In 2014, Reyes backed claims made by Greg Ginn's ex-wife that Ginn was abusive towards his 7 and 10 year old daughters and appeared in court on her behalf with Reyes claiming Ginn was on drugs around his daughters and would not properly feed them, often neglected them and that he is not capable of caring for children.

== Recent activity ==
Reyes performed live in Vancouver in celebration of his 50th birthday in July 2010. Joining him on the bill were The Jolts, The Modernettes, Little Guitar Army, and The Braineaters featuring artist Jim Cummins on lead vocals. Reyes' band consisted of guitarists Kevin Rose from Crash Bang Crunch Pop!, and Jon Doe from the Scramblers along with a rhythm section consisting of Real McKenzies founding member Anthony Walker on bass and Scott Beadle on drums. Greg Ginn performed three songs with the Ron Reyes Band at this event: "Jealous Again", "Revenge", and a new, original composition entitled "Broken".
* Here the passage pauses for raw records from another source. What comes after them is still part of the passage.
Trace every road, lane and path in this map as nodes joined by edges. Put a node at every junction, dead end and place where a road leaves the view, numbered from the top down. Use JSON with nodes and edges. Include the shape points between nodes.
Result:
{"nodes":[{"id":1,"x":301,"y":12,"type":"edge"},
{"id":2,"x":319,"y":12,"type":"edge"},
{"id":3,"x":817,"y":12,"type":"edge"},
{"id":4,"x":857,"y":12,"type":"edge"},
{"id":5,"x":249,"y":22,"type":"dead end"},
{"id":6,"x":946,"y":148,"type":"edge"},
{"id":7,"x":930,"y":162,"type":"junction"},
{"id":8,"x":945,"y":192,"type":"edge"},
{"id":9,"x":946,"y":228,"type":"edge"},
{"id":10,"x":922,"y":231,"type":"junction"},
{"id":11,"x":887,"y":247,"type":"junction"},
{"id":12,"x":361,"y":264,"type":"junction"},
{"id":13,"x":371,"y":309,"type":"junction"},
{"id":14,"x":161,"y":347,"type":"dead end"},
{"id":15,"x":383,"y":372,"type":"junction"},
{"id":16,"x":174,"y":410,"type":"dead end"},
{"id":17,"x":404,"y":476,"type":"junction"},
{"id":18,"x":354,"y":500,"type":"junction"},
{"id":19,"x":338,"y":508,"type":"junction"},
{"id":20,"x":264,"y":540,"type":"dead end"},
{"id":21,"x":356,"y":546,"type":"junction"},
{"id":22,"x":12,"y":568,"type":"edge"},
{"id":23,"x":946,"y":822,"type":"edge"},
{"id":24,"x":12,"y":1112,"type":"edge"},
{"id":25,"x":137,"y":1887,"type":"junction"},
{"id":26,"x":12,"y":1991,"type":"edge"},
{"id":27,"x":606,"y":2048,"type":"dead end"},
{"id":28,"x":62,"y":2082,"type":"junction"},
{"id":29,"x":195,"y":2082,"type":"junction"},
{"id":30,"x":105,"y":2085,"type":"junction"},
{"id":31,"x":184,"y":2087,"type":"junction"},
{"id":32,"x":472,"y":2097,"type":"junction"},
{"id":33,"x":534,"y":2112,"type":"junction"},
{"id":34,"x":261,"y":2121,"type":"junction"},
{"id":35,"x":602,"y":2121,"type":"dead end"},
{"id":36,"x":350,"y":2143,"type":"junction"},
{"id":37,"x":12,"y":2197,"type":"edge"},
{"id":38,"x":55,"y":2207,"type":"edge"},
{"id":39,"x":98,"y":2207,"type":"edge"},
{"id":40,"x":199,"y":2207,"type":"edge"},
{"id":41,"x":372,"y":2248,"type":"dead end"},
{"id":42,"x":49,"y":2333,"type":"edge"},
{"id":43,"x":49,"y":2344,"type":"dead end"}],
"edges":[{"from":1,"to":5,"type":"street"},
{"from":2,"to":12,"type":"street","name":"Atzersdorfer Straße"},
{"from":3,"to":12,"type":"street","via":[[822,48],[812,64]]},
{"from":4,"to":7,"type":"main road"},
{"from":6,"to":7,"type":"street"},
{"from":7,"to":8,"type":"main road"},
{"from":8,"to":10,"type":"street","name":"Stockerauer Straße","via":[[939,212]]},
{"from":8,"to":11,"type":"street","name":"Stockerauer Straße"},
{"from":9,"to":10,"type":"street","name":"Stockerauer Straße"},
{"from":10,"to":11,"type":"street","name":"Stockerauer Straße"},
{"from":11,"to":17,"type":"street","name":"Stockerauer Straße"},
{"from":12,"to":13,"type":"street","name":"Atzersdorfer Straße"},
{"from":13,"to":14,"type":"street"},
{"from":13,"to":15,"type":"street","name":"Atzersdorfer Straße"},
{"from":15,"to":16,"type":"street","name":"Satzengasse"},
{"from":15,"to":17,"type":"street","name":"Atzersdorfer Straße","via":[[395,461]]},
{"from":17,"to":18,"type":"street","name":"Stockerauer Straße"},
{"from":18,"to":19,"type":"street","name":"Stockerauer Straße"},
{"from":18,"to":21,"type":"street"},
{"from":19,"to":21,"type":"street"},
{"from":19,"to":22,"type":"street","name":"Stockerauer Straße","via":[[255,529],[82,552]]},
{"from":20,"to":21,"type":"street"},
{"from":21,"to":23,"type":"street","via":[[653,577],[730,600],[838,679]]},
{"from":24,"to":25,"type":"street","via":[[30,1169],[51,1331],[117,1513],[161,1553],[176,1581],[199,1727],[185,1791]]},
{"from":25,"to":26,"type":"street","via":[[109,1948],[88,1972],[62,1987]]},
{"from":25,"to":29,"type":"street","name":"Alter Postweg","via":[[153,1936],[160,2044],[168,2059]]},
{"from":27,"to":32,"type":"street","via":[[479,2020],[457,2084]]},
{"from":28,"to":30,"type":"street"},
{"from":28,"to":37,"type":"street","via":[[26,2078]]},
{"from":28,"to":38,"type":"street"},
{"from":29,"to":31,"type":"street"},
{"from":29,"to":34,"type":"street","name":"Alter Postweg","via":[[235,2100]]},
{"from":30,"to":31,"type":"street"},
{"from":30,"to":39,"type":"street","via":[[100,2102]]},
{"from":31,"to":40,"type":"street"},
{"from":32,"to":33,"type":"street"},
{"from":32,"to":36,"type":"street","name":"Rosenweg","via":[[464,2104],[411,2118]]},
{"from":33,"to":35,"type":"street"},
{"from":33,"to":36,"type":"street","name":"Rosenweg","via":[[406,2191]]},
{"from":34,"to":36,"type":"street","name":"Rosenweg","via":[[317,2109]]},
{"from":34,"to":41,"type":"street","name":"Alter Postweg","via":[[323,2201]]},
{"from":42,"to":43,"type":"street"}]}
Reyes appeared in the Vancouver-based documentary Bloodied but Unbowed about Vancouver's punk community in the late 1970s and The Other F Word about being a parent involved in the punk community. The film also says Reyes has worked at a Vancouver print shop for more than 20 years and has three teenagers. He is shown browsing records at a used record store in Vancouver with one of his daughters, and purchasing a copy of Jealous Again.

Reyes currently is performing as the guitarist for PIGGY. Other members of this new project include Izzy Gibson on lead vocals (currently drumming in The Hater Game, ex drummer of Living Deadbeats and AK-747s) Lisafurr Lloyd (ex Slickjacks; currently in the East Vamps) and on bass guitar; Craig McKimm (Little Guitar Army; The Fiends) on drums.

In 2016, Ron joined Dez Cadena to play shows in Brooklyn and Secaucus, NJ, under the name NORTH AMERICAN WASTE, playing a collection of material which included Black Flag songs, among other rock and roll classics. In 2017, Reyes played bass with Vancouver rock n' roll icons Puzzlehead for one show only.

Reyes appears as a guest vocalist on the 2020 album Fly Around by the bluegrass band Water Tower. He sings lead vocals on the last track on the album entitled "Anthem" together with the band's singer, Kenny Feinstein. A cartoon version of Reyes appears in the music video for "Anthem" alongside the band and drummer Don Bolles from the Germs. The video was shown at the Portland Film Festival.